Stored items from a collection
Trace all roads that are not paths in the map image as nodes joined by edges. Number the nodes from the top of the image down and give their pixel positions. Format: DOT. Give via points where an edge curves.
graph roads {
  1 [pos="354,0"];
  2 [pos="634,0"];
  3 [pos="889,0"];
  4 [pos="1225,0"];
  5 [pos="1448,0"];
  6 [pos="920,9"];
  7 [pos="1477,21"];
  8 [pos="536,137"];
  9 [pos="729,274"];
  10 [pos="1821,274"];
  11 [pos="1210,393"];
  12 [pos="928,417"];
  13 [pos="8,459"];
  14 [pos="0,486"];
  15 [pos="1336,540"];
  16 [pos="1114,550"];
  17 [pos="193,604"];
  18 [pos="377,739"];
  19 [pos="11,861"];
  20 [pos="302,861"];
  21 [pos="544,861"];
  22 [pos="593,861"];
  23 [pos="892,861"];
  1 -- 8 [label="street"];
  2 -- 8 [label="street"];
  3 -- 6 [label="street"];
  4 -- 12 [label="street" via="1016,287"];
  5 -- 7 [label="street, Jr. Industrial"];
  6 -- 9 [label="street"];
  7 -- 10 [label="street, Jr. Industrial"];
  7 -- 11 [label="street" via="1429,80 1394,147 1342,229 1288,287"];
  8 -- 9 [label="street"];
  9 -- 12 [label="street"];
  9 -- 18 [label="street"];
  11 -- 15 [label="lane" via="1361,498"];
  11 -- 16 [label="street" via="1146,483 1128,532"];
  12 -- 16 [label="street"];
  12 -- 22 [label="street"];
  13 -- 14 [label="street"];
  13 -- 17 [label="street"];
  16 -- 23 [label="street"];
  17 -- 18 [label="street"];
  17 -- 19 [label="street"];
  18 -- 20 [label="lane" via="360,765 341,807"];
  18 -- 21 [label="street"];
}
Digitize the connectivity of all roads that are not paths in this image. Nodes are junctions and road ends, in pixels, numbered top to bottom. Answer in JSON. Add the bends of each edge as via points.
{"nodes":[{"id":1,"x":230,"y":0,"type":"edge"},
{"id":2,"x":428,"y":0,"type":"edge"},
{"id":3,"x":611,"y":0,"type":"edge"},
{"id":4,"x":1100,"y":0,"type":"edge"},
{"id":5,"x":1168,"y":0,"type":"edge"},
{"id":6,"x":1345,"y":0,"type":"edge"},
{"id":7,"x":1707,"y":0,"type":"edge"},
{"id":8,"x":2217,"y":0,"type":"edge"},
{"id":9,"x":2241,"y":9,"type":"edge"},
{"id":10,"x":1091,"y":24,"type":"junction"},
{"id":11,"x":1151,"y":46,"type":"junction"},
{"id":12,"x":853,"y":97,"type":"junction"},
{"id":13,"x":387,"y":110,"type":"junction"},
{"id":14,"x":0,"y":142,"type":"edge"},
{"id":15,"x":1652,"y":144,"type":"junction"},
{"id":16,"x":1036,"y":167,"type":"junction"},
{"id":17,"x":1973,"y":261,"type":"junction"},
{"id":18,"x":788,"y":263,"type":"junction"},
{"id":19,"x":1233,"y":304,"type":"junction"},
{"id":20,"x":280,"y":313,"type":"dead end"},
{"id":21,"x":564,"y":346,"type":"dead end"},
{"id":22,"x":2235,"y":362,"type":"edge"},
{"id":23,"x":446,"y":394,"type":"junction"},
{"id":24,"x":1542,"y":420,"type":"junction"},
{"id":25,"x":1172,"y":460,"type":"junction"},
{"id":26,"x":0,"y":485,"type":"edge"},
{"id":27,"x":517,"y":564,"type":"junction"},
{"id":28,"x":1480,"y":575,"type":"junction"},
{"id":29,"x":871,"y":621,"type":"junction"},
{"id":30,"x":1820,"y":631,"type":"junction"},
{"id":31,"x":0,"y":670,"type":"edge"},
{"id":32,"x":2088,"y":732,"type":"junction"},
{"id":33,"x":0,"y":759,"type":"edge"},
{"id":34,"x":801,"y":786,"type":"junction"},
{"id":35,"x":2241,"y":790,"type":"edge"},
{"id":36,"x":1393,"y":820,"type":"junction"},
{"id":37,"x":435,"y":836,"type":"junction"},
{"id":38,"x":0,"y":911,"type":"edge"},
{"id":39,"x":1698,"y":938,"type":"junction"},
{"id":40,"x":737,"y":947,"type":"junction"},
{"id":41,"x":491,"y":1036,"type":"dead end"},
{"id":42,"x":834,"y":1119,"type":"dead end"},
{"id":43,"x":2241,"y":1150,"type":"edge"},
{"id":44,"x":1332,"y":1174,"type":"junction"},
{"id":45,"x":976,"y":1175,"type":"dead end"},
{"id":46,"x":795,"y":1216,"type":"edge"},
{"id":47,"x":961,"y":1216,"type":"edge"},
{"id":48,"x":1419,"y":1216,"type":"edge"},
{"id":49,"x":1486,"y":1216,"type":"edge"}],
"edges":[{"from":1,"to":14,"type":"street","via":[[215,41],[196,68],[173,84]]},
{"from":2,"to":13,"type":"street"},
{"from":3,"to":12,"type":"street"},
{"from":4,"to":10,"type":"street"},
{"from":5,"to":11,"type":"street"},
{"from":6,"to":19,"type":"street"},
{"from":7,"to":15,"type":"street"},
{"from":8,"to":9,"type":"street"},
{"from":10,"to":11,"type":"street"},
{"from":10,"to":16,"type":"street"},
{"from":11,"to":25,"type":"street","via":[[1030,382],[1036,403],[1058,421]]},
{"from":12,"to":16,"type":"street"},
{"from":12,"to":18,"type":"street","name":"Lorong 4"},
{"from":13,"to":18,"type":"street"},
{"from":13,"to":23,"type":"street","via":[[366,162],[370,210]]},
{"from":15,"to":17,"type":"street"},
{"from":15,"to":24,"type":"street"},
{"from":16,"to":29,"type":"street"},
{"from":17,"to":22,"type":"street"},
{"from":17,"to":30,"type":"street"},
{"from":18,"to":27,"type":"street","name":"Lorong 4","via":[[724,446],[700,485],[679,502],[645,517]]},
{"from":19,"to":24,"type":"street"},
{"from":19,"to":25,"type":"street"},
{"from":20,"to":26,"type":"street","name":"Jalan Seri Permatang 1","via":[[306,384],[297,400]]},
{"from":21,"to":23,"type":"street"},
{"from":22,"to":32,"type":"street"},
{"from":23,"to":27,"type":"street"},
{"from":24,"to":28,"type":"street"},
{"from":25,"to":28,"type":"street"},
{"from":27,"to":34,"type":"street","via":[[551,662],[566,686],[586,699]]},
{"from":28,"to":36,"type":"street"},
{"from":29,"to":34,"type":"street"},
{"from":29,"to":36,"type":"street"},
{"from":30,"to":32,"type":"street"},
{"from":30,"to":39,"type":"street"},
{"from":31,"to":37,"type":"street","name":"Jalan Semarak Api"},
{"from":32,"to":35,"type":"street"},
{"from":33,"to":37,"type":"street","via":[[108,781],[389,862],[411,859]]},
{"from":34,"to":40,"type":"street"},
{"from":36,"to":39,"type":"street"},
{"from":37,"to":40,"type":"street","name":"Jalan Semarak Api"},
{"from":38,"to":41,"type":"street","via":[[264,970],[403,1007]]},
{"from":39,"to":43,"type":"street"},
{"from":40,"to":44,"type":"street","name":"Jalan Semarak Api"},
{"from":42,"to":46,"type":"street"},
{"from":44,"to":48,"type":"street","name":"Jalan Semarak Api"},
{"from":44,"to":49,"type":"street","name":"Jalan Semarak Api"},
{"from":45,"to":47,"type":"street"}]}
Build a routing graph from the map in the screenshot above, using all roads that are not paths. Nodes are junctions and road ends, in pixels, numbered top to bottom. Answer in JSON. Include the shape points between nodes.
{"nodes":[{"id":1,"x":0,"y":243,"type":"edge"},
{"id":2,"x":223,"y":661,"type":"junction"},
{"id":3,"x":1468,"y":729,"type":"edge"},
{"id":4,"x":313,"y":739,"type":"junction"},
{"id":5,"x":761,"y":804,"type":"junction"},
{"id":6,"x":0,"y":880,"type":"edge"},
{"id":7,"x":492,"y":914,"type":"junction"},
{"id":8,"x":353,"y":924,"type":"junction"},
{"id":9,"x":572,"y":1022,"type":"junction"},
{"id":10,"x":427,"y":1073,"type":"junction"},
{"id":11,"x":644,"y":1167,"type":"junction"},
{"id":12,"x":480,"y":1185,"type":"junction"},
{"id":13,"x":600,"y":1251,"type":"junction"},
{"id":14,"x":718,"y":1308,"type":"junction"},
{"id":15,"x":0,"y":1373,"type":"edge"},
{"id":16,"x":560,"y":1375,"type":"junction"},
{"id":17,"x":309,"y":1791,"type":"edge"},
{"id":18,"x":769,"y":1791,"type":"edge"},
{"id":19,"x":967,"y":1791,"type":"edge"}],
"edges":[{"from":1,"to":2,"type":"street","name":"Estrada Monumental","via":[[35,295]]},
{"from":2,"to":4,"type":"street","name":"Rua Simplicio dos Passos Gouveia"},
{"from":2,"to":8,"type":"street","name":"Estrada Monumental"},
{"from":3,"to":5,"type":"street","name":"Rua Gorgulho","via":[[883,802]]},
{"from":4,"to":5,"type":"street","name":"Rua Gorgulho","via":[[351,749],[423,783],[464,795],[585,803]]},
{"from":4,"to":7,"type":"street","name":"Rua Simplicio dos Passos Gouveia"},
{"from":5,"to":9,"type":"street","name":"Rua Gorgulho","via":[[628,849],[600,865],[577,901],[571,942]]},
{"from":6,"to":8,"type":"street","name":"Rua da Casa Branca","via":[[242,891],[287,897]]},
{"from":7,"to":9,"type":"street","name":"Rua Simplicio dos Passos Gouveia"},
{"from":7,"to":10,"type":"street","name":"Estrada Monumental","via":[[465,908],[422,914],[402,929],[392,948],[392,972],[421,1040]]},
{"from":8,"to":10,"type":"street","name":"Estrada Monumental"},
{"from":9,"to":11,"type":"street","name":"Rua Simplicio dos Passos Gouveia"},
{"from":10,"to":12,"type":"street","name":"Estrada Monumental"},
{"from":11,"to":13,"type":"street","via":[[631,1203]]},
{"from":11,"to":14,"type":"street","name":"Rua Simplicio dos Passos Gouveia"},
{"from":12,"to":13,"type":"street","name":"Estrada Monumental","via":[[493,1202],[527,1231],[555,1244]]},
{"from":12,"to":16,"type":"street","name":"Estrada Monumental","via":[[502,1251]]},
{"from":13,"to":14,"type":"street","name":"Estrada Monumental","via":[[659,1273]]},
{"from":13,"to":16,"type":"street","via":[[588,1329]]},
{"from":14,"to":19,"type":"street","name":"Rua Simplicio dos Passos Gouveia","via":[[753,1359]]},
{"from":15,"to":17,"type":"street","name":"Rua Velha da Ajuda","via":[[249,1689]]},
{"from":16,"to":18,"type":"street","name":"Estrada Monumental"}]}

*Your task*
What is needed is each line from the records with the word "dead" in it.

*Response to the task*
{"id":20,"x":280,"y":313,"type":"dead end"},
{"id":21,"x":564,"y":346,"type":"dead end"},
{"id":41,"x":491,"y":1036,"type":"dead end"},
{"id":42,"x":834,"y":1119,"type":"dead end"},
{"id":45,"x":976,"y":1175,"type":"dead end"},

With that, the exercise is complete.